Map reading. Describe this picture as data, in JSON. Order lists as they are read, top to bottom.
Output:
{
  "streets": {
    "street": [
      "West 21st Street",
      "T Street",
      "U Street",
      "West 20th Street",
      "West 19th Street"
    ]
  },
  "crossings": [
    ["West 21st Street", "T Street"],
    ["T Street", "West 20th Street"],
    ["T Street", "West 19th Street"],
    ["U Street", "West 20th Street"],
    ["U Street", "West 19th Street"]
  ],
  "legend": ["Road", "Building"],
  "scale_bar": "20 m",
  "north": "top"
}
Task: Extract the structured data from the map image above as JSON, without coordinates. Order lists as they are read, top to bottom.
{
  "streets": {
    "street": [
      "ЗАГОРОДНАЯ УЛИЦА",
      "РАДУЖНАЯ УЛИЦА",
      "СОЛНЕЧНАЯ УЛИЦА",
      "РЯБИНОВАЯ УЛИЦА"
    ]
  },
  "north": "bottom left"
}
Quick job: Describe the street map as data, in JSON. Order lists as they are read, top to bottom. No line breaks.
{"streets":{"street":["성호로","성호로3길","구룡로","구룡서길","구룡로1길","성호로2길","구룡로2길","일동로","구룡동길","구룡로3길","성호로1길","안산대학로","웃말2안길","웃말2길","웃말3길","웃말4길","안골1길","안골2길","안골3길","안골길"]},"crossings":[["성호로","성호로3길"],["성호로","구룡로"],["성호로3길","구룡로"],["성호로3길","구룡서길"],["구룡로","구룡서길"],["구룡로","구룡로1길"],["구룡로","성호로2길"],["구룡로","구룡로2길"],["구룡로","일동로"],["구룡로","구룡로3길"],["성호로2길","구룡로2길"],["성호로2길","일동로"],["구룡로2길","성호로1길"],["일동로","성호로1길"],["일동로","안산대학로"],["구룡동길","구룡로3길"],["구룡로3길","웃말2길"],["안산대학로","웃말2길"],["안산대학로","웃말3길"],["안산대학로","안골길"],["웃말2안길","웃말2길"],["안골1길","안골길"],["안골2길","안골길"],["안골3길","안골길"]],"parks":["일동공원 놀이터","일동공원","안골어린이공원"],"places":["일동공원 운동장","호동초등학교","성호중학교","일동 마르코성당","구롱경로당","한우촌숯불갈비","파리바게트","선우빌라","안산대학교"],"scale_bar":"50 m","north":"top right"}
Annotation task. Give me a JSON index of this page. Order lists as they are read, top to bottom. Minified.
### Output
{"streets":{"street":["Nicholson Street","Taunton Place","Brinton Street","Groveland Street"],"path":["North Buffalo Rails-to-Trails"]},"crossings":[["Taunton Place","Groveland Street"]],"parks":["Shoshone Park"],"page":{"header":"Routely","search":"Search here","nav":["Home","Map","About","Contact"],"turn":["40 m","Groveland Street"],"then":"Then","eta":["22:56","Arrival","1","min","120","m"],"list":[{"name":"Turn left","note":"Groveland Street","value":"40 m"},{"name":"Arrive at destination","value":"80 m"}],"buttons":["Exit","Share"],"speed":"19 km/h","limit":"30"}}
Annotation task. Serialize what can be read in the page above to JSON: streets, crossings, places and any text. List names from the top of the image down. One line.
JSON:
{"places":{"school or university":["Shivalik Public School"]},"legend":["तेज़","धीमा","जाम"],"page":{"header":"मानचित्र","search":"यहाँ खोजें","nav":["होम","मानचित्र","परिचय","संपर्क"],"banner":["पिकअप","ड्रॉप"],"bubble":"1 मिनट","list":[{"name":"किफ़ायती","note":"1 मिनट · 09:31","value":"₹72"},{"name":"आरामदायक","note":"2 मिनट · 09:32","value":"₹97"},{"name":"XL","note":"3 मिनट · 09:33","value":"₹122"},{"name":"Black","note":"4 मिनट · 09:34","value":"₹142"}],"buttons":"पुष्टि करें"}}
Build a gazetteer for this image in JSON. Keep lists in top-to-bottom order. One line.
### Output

• _Try it_
A word-for-word transcription of the material is required.

• _Completed task_
Map reading. Describe this picture as data, in JSON. Order lists as they are read, top to bottom.
Output:
{
  "streets": {
    "street": [
      "West 21st Street",
      "T Street",
      "U Street",
      "West 20th Street",
      "West 19th Street"
    ]
  },
  "crossings": [
    ["West 21st Street", "T Street"],
    ["T Street", "West 20th Street"],
    ["T Street", "West 19th Street"],
    ["U Street", "West 20th Street"],
    ["U Street", "West 19th Street"]
  ],
  "legend": ["Road", "Building"],
  "scale_bar": "20 m",
  "north": "top"
}
Task: Extract the structured data from the map image above as JSON, without coordinates. Order lists as they are read, top to bottom.
{
  "streets": {
    "street": [
      "ЗАГОРОДНАЯ УЛИЦА",
      "РАДУЖНАЯ УЛИЦА",
      "СОЛНЕЧНАЯ УЛИЦА",
      "РЯБИНОВАЯ УЛИЦА"
    ]
  },
  "north": "bottom left"
}
Quick job: Describe the street map as data, in JSON. Order lists as they are read, top to bottom. No line breaks.
{"streets":{"street":["성호로","성호로3길","구룡로","구룡서길","구룡로1길","성호로2길","구룡로2길","일동로","구룡동길","구룡로3길","성호로1길","안산대학로","웃말2안길","웃말2길","웃말3길","웃말4길","안골1길","안골2길","안골3길","안골길"]},"crossings":[["성호로","성호로3길"],["성호로","구룡로"],["성호로3길","구룡로"],["성호로3길","구룡서길"],["구룡로","구룡서길"],["구룡로","구룡로1길"],["구룡로","성호로2길"],["구룡로","구룡로2길"],["구룡로","일동로"],["구룡로","구룡로3길"],["성호로2길","구룡로2길"],["성호로2길","일동로"],["구룡로2길","성호로1길"],["일동로","성호로1길"],["일동로","안산대학로"],["구룡동길","구룡로3길"],["구룡로3길","웃말2길"],["안산대학로","웃말2길"],["안산대학로","웃말3길"],["안산대학로","안골길"],["웃말2안길","웃말2길"],["안골1길","안골길"],["안골2길","안골길"],["안골3길","안골길"]],"parks":["일동공원 놀이터","일동공원","안골어린이공원"],"places":["일동공원 운동장","호동초등학교","성호중학교","일동 마르코성당","구롱경로당","한우촌숯불갈비","파리바게트","선우빌라","안산대학교"],"scale_bar":"50 m","north":"top right"}
Annotation task. Give me a JSON index of this page. Order lists as they are read, top to bottom. Minified.
### Output
{"streets":{"street":["Nicholson Street","Taunton Place","Brinton Street","Groveland Street"],"path":["North Buffalo Rails-to-Trails"]},"crossings":[["Taunton Place","Groveland Street"]],"parks":["Shoshone Park"],"page":{"header":"Routely","search":"Search here","nav":["Home","Map","About","Contact"],"turn":["40 m","Groveland Street"],"then":"Then","eta":["22:56","Arrival","1","min","120","m"],"list":[{"name":"Turn left","note":"Groveland Street","value":"40 m"},{"name":"Arrive at destination","value":"80 m"}],"buttons":["Exit","Share"],"speed":"19 km/h","limit":"30"}}
Annotation task. Serialize what can be read in the page above to JSON: streets, crossings, places and any text. List names from the top of the image down. One line.
JSON:
{"places":{"school or university":["Shivalik Public School"]},"legend":["तेज़","धीमा","जाम"],"page":{"header":"मानचित्र","search":"यहाँ खोजें","nav":["होम","मानचित्र","परिचय","संपर्क"],"banner":["पिकअप","ड्रॉप"],"bubble":"1 मिनट","list":[{"name":"किफ़ायती","note":"1 मिनट · 09:31","value":"₹72"},{"name":"आरामदायक","note":"2 मिनट · 09:32","value":"₹97"},{"name":"XL","note":"3 मिनट · 09:33","value":"₹122"},{"name":"Black","note":"4 मिनट · 09:34","value":"₹142"}],"buttons":"पुष्टि करें"}}
Build a gazetteer for this image in JSON. Keep lists in top-to-bottom order. One line.
### Output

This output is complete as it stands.